# Quartz Can Be Nice!



## Silver Hawk (Dec 2, 2003)

The Omega Constellation Megaquartz 32 KHz in amongst the three Megasonics I bought recently.

Dates from about 1973 and was Omega's first analogue quartz watch featuring the Cal. 1310.

I've just fitted a new genuine Omega crystal and it looks wonderful. I love it!









Cheers

Paul


----------



## ETCHY (Aug 3, 2004)

Stunning watch Paul, it looks fantastic !

Are those pushers on the side of it ?

Cheers

Dave


----------



## ESL (Jan 27, 2004)

I like Omega Megaquartz too









This was one of mine:


----------



## Mrcrowley (Apr 23, 2003)

Superb Paul.

Yours too George


----------



## Roger (May 17, 2003)

I still lust after the Marine Chronometer


----------



## Silver Hawk (Dec 2, 2003)

ETCHY said:


> Stunning watch Paul, it looks fantastic !
> 
> Are those pushers on the side of it ?
> 
> ...


Yes they are Dave...still learning how to use them... and the stem/crown positions 

Top one is for adjusting the second hand; each press moves it on by one second; holding down halts the second hand.

Bottom one advances the day.

Pull stem out to first position allows you to 1) change date and 2) move hour hand only (supposedly for moving into a second time zone). If you roughly set the hour hand between two hour markers, it will sort itself out based on the position of the minute hand









Pull stem out to second position to do hour and minute hands.



ESL said:


> I like Omega Megaquartz too
> 
> 
> 
> ...


I remember yours George...didn't you sell it? Or do you have others? I think I bought your Omega F300 from you, but that was many moons ago...I still have it.











Mrcrowley said:


> Superb Paul.
> 
> Yours too George


Thanks Paul!


----------



## foztex (Nov 6, 2005)

Silver Hawk said:


> ETCHY said:
> 
> 
> > Stunning watch Paul, it looks fantastic !
> ...


What a great set of really neat features and a I agree a lovely watch Paul. I really like the Omega dials from that era. the raised markers and two-tone hands are very elegant.

Foz


----------



## ETCHY (Aug 3, 2004)

That's cool cheers Paul.

That setting arrangement etc reminds me of a Tissot Seastar i've got with an Omega Cal 2030 movement in it (I got it off Roy), except you do it all on that via just the crown (& it's an absolute bugger to set !)

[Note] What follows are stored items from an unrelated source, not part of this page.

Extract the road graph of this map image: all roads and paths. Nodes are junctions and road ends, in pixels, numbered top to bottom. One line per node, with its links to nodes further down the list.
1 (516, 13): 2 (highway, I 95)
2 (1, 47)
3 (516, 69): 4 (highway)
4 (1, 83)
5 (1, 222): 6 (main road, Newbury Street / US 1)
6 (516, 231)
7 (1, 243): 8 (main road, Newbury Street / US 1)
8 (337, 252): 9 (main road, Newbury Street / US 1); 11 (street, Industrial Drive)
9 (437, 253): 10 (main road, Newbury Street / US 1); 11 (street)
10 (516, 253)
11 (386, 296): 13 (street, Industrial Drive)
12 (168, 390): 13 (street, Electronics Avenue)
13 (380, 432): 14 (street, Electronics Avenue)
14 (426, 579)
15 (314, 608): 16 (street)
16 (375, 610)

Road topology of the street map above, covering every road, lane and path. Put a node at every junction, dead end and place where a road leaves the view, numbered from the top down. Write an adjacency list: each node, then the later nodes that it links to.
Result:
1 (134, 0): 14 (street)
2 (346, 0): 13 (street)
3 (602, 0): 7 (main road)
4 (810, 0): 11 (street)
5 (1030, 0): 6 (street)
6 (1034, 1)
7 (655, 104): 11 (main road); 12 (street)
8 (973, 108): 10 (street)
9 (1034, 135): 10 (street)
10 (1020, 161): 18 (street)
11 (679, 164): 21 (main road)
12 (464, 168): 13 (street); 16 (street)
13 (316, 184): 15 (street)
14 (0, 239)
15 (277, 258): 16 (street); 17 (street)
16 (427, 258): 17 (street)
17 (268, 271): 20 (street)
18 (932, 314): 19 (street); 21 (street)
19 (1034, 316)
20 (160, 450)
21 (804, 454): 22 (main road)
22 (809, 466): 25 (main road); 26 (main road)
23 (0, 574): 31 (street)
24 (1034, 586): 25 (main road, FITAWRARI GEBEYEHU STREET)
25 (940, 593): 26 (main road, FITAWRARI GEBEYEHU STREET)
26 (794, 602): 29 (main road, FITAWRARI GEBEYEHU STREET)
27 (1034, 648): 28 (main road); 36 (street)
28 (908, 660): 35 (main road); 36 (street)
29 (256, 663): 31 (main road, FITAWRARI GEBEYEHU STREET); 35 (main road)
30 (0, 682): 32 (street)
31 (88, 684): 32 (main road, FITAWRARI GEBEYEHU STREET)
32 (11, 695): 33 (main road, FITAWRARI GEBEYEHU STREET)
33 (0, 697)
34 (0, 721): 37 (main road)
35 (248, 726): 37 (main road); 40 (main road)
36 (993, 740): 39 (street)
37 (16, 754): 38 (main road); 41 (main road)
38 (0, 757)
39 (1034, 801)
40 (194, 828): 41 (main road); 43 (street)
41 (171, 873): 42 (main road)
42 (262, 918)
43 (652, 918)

Lovely watch & excellent pics

Cheers

Dave


----------



## ESL (Jan 27, 2004)

Silver Hawk said:


> I remember yours George...didn't you sell it? Or do you have others? I think I bought your Omega F300 from you, but that was many moons ago...I still have it.


No - I sold it unfortunately. as usual you wish you hadn't.

I would really quite like to get an Omega F300 again - they are nice too.


----------



## Ironpants (Jul 1, 2005)

Do you get to sleep at night Paul? Your home must be humming like an angry beehive









Nice watch.

Toby


----------